Task goal: The number of lines containing "meet" is the only answer wanted; work it out from the entries below.

──────── Extracted material ────────

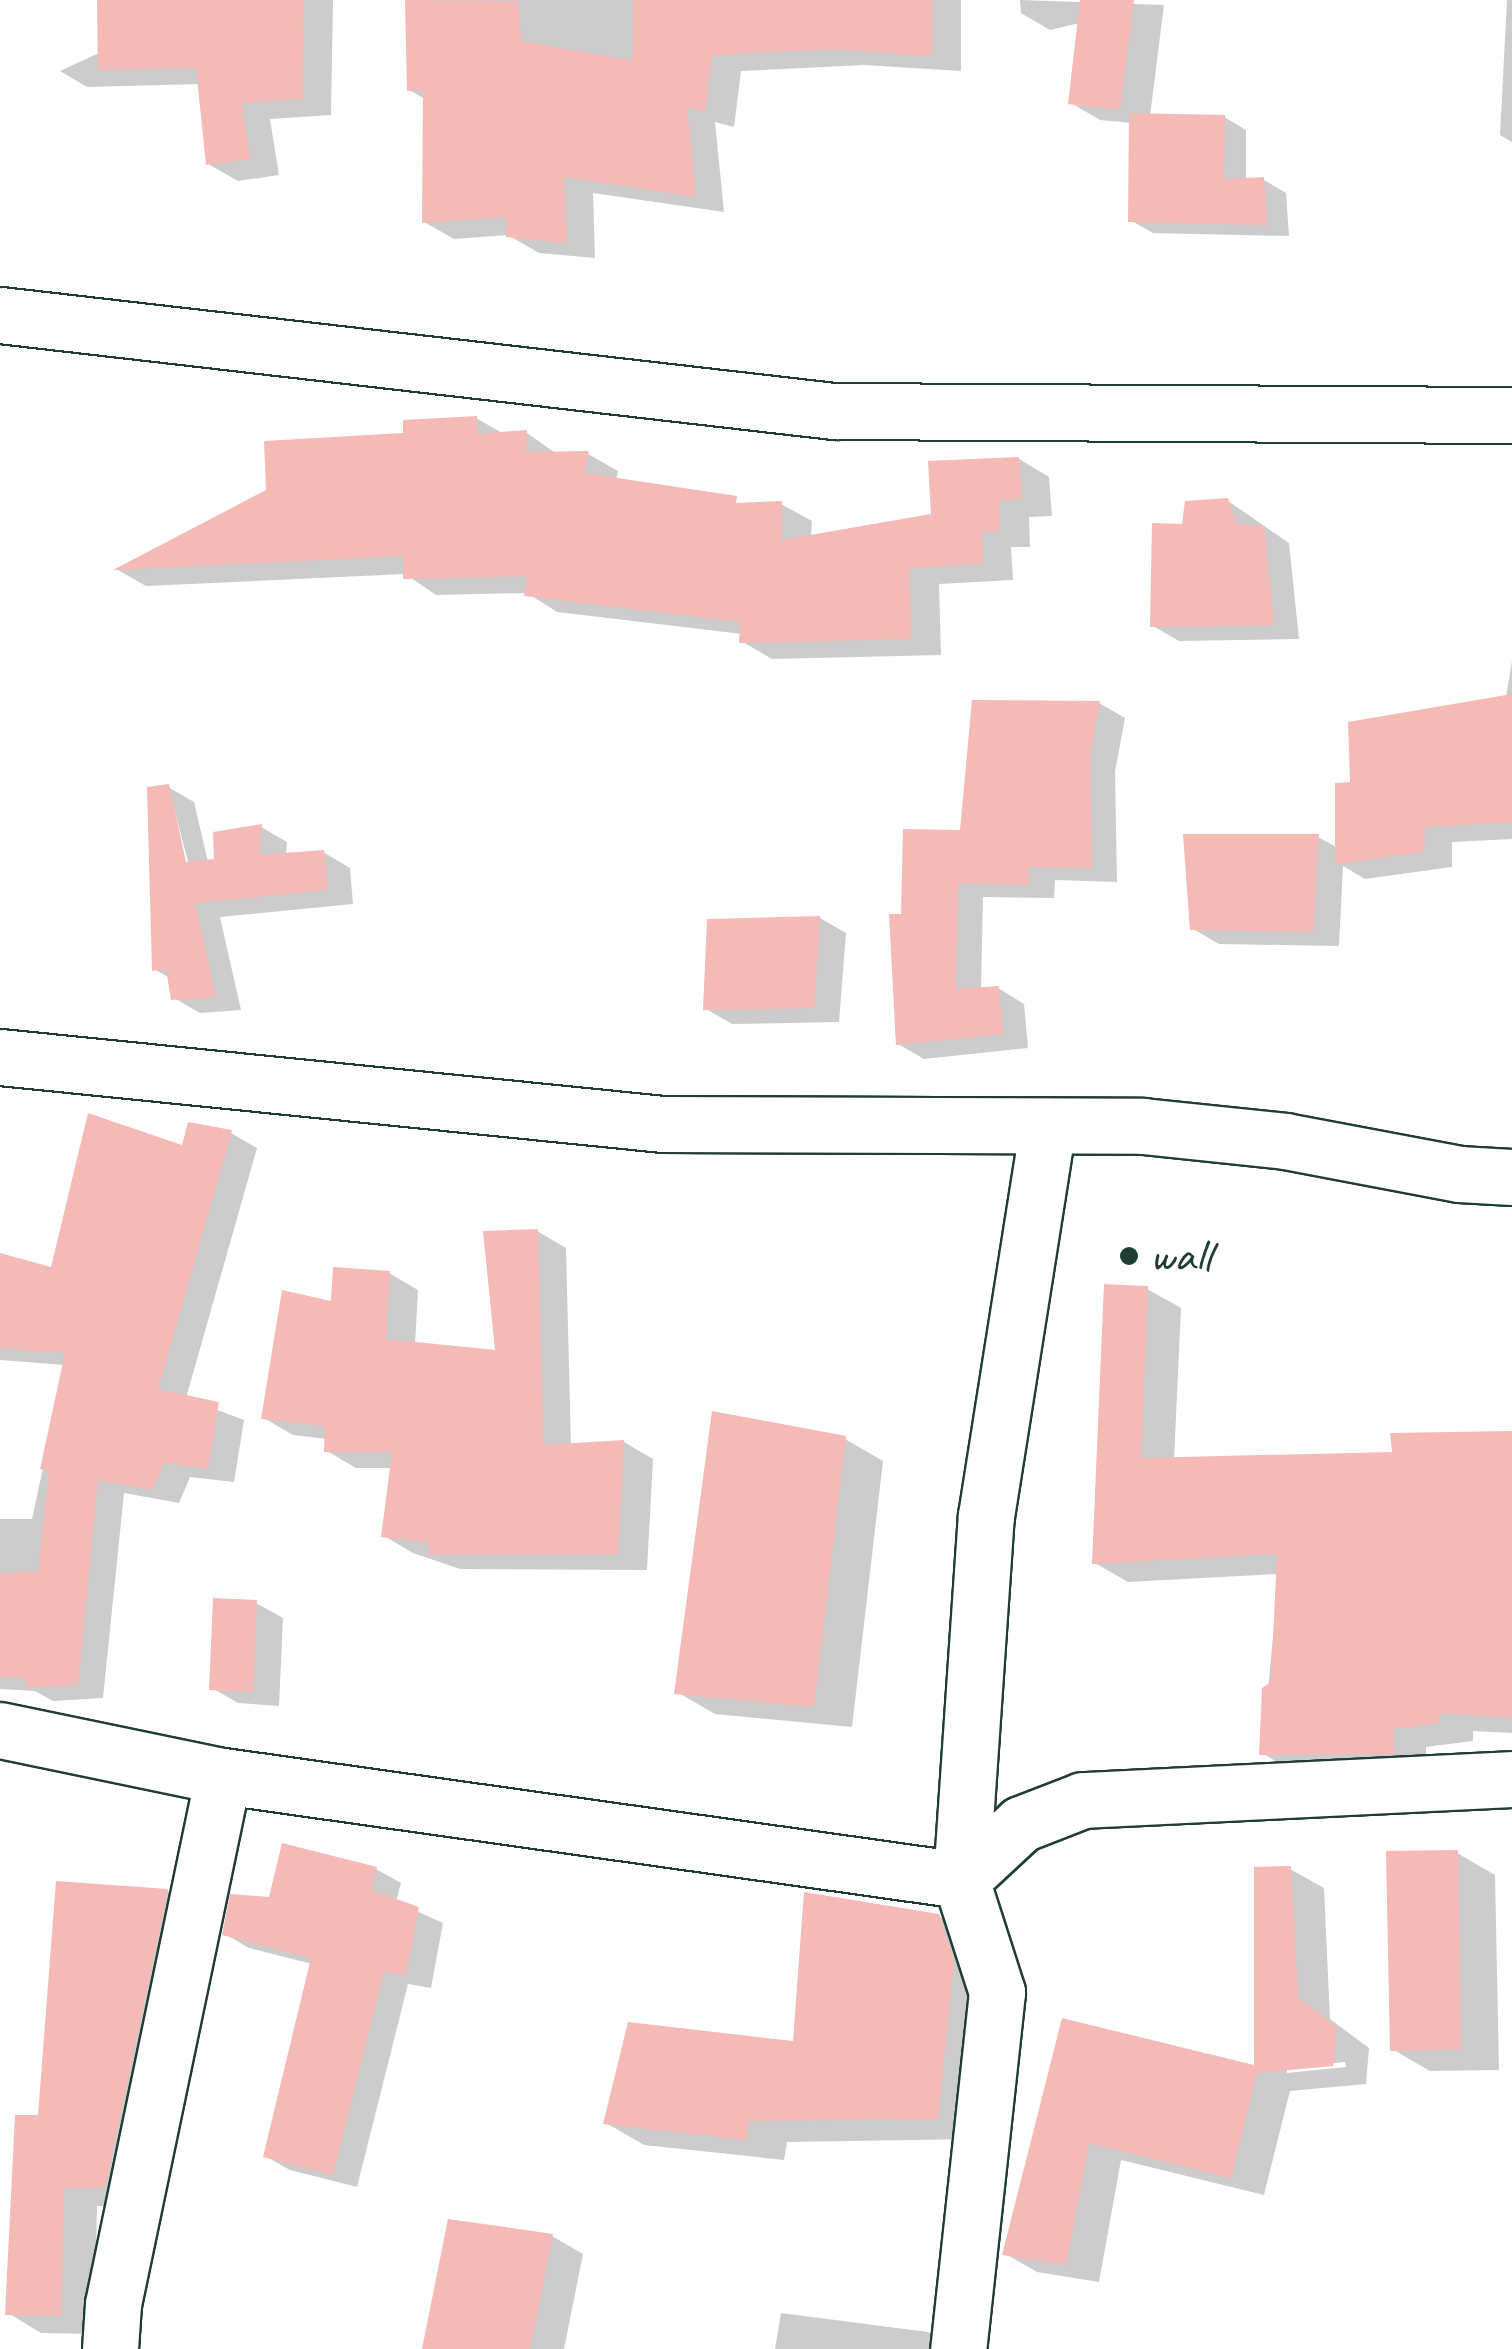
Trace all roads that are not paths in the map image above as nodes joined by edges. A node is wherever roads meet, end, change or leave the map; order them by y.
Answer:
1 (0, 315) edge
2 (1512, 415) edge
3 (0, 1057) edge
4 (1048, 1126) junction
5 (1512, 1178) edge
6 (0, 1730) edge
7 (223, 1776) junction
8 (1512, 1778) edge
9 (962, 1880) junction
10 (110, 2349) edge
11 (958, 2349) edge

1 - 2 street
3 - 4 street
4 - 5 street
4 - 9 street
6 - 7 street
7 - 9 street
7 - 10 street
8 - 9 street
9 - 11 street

────────
──────── Extracted material ────────

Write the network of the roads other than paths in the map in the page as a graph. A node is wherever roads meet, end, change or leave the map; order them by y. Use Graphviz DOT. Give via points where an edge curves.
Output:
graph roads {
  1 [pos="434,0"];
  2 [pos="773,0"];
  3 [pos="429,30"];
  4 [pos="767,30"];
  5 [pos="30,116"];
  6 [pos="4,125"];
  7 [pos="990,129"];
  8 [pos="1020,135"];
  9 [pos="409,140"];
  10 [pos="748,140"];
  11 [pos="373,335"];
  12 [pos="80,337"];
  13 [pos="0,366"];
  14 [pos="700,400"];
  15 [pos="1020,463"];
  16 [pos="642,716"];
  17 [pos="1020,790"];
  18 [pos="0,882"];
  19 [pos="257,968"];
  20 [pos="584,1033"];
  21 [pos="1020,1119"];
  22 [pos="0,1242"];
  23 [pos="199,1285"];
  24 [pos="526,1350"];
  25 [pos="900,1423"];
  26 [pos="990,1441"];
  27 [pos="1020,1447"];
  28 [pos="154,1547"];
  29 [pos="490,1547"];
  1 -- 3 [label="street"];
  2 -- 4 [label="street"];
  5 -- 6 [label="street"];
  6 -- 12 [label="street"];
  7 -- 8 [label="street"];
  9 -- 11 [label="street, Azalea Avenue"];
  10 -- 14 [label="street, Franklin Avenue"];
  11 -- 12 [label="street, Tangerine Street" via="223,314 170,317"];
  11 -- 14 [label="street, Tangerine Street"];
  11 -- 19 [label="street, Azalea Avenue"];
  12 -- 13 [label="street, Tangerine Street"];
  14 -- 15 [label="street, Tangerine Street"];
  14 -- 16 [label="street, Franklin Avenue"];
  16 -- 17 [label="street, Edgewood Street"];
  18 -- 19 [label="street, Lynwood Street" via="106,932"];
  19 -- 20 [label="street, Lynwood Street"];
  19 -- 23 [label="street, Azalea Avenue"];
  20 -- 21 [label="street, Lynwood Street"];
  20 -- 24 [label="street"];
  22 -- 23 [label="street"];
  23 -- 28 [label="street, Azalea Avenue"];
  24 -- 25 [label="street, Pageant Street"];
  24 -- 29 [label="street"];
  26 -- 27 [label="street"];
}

────────

Problem solution: 2